Em reunião, presidente cobrou Moro e ministro da Defesa a assinarem portaria que aumentou limite de compra de munições por civis e disse que armar a população seria maneira de evitar instalação de ditadura no país
Agenda armamentista. Implementada por Bolsonaro no governo, a flexibilização ao Estatuto do Desarmamento é reforçada em sua fala: 'que o povo se arme'
No dia anterior à publicação de uma portaria que elevou a quantidade de munições que civis com posse e porte de armas podem comprar, o presidente Jair Bolsonaro defendeu em reunião ministerial que o povo se armasse para evitar uma ditadura. O volume autorizado para a aquisição, que era de 200 cartuchos por ano, passou a ser de até 300 unidades por mês, a depender do calibre do armamento. O conteúdo da reunião ministerial foi divulgado ontem por decisão do ministro Celso de Mello, do Supremo Tribunal Federal (STF). O vídeo faz parte do inquérito que apura se o presidente Jair Bolsonaro interferiu na Polícia Federal (PF), como acusa o ex-ministro da Justiça Sergio Moro.

A agenda armamentista foi anunciada por Bolsonaro durante a campanha e implementada por ele no governo.
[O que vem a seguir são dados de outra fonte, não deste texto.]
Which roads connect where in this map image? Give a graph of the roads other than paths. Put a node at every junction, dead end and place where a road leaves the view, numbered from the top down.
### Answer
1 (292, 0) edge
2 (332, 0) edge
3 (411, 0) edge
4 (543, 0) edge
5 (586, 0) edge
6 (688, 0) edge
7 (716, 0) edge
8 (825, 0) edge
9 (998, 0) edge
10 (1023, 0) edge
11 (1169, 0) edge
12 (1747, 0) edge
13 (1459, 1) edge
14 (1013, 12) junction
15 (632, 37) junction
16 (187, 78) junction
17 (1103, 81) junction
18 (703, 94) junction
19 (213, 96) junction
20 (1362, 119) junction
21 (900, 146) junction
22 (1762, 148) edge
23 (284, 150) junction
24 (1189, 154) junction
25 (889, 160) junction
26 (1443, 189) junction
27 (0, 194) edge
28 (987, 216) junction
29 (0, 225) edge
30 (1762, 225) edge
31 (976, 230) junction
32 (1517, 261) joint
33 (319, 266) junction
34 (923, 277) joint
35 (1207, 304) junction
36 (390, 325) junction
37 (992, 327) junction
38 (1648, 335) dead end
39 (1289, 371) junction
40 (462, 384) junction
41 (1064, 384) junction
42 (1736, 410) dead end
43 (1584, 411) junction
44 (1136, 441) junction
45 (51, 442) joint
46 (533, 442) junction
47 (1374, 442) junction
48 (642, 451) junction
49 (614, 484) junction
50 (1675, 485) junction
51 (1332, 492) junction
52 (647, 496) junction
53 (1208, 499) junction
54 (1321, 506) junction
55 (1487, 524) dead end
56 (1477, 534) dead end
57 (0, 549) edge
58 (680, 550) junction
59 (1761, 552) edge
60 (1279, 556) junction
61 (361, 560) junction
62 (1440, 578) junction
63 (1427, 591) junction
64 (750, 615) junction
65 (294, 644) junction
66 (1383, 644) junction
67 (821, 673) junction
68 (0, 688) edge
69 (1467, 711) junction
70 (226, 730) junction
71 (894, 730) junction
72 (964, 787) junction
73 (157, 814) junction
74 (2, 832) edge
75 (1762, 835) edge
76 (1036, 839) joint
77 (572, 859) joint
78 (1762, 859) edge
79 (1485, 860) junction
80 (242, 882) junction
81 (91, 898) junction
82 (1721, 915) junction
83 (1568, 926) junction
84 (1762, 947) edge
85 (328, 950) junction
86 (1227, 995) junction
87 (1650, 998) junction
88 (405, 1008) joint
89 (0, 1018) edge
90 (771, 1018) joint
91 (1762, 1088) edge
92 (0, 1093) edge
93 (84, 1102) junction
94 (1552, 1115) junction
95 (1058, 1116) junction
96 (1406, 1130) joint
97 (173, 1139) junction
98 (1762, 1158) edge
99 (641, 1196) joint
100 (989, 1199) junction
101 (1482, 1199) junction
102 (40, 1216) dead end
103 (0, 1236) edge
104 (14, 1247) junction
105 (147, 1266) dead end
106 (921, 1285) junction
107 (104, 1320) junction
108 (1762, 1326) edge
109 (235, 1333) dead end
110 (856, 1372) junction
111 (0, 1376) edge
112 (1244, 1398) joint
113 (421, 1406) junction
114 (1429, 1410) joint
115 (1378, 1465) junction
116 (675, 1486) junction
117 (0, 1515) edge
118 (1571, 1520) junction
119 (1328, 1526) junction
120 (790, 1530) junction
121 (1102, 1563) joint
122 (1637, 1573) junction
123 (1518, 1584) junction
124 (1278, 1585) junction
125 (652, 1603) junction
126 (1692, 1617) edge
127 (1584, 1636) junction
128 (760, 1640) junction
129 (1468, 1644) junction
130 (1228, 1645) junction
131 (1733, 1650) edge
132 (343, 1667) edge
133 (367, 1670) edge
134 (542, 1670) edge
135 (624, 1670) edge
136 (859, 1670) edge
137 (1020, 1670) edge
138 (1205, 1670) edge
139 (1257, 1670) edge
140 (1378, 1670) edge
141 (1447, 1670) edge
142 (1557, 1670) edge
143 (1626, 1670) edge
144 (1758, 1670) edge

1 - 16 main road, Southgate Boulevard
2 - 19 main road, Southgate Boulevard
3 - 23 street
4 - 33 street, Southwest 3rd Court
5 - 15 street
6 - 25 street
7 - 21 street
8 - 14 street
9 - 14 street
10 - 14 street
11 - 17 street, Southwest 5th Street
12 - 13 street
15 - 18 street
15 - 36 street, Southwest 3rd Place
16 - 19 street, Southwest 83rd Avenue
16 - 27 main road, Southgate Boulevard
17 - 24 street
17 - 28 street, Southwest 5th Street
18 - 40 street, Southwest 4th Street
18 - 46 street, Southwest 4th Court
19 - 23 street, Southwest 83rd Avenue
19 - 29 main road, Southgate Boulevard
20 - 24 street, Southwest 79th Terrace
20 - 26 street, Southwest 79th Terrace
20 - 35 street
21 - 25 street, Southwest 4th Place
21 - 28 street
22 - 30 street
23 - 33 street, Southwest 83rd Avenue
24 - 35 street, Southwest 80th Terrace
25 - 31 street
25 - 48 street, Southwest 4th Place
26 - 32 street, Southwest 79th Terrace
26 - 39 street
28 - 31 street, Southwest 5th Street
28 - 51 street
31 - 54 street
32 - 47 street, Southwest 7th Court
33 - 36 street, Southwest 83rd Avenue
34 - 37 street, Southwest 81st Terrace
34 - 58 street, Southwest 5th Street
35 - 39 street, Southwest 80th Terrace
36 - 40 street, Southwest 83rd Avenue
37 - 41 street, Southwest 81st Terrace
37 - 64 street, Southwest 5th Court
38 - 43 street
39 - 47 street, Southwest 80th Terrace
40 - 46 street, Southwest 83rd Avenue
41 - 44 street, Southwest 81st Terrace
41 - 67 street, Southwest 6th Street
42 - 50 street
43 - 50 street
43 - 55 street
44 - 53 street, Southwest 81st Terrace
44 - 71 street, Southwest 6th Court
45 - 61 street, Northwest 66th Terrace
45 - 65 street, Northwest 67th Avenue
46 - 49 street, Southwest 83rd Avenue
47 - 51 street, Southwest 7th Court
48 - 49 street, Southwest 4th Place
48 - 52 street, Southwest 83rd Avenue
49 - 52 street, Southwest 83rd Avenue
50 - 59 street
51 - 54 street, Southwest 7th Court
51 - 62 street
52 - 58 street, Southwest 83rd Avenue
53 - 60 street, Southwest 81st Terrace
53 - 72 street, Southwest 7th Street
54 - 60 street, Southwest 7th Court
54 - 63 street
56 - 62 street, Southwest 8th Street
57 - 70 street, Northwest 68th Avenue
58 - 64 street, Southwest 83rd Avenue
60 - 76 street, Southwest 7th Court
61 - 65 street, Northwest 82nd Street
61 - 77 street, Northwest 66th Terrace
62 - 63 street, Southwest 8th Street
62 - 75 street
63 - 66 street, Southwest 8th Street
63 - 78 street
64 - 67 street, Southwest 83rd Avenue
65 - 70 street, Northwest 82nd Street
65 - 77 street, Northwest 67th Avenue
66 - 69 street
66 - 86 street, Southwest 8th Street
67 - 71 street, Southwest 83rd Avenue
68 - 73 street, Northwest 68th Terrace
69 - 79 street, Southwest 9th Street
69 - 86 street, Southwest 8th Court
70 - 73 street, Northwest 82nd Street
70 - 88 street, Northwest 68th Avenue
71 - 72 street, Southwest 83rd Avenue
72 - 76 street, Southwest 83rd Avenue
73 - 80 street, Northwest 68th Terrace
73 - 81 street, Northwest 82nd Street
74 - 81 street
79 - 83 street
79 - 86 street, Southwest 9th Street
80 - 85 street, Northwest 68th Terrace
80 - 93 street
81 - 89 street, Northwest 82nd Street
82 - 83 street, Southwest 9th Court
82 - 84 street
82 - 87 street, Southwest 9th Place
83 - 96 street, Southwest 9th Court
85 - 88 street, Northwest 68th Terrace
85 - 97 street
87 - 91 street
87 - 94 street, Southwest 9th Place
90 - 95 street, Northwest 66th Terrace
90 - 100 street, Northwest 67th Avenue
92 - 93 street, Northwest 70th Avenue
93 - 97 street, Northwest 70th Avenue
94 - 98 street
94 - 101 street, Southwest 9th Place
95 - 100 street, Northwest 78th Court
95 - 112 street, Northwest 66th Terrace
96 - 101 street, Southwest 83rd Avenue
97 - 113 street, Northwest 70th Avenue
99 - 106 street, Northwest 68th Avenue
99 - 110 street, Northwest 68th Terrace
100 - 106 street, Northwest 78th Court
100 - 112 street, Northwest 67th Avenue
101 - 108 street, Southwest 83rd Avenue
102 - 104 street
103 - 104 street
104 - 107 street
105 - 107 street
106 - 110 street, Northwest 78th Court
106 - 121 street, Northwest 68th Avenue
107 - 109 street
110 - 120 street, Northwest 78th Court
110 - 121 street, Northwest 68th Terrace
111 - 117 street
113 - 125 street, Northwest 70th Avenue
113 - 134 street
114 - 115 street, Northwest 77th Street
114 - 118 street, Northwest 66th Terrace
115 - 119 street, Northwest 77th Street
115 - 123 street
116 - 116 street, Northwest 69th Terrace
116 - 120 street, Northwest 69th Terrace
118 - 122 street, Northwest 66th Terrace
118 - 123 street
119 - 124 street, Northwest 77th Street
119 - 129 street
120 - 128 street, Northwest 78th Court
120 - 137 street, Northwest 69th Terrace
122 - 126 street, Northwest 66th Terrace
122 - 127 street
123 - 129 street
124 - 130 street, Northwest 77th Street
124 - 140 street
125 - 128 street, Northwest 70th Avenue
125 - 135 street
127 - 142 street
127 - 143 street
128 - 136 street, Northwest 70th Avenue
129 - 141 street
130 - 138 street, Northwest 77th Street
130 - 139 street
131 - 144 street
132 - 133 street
No ano passado, o presidente editou oito decretos tratando do tema — algumas normas revogavam textos anteriores —, consolidando flexibilizações ao Estatuto do Desarmamento. Um decreto que permitia o porte — o direito de andar armado nas ruas — para várias categorias profissionais foi barrado no Senado. Neste ano, o governo elevou o número de munições, e Bolsonaro determinou a revogação de portarias do Exército que implementavam normais mais rígidas para controle e rastreamento de armas e cartuchos. O militar responsável pela regulamentação deixou o posto, mas, segundo o Exército, a ida dele para a reserva já estava prevista anteriormente, por decisão do Alto Comando.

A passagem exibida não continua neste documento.